Once the pictures are set aside, reproduce all of the records exactly.

Recorded data:
============================================================

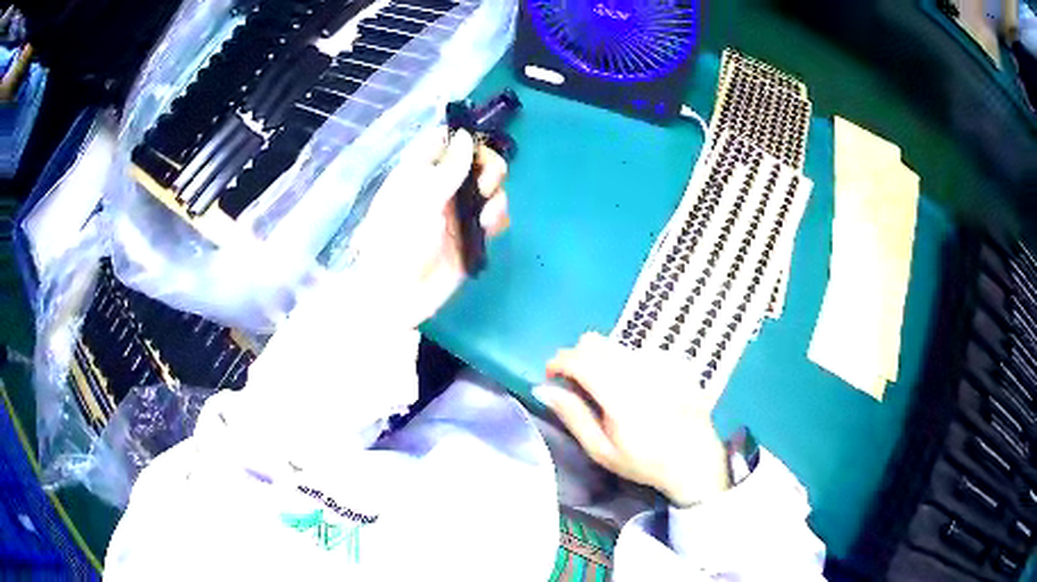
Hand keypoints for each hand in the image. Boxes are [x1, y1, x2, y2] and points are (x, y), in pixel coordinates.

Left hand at [351, 127, 508, 327]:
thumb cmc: (398, 241)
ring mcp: (457, 210)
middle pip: (475, 160)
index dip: (463, 137)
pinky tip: (490, 228)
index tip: (478, 145)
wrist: (398, 295)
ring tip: (486, 215)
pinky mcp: (472, 235)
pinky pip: (494, 216)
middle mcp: (440, 186)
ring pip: (489, 187)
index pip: (443, 140)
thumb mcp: (420, 198)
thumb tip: (467, 136)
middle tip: (484, 185)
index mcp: (419, 171)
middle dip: (488, 167)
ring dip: (496, 194)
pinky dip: (498, 217)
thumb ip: (448, 167)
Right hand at [534, 333, 729, 506]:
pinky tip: (638, 390)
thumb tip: (545, 389)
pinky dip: (627, 364)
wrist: (695, 459)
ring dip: (602, 361)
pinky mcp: (674, 362)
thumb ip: (574, 416)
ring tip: (610, 391)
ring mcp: (660, 362)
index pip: (579, 358)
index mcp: (619, 394)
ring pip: (616, 345)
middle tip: (578, 385)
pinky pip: (639, 351)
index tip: (551, 375)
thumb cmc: (644, 461)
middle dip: (578, 357)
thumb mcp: (602, 450)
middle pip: (595, 342)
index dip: (558, 362)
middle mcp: (640, 369)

============================================================

Exercise solution:
Hand keypoints for each hand in the image. Boxes are [x1, y1, x2, y2] and points are (x, y), in pixel coordinates.

Left hand at [351, 127, 508, 327]:
thumb cmc: (398, 241)
ring mcp: (457, 210)
middle pip: (475, 160)
index dip: (463, 137)
pinky tip: (490, 228)
index tip: (478, 145)
wrist: (398, 295)
ring tip: (486, 215)
pinky mcp: (472, 235)
pinky pip: (494, 216)
middle mcp: (440, 186)
ring pip: (489, 187)
index pip: (443, 140)
thumb mcp: (420, 198)
thumb tip: (467, 136)
middle tip: (484, 185)
index mcp: (419, 171)
middle dip: (488, 167)
ring dip: (496, 194)
pinky dip: (498, 217)
thumb ip: (448, 167)
Right hand at [534, 333, 729, 506]:
pinky tip: (638, 390)
thumb tip: (545, 389)
pinky dip: (627, 364)
wrist: (695, 459)
ring dip: (602, 361)
pinky mcp: (674, 362)
thumb ip: (574, 416)
ring tip: (610, 391)
ring mcp: (660, 362)
index pip: (579, 358)
index mcp: (619, 394)
ring pip: (616, 345)
middle tip: (578, 385)
pinky pip: (639, 351)
index tip: (551, 375)
thumb cmc: (644, 461)
middle dip: (578, 357)
thumb mcp: (602, 450)
middle pip: (595, 342)
index dip: (558, 362)
middle mcp: (640, 369)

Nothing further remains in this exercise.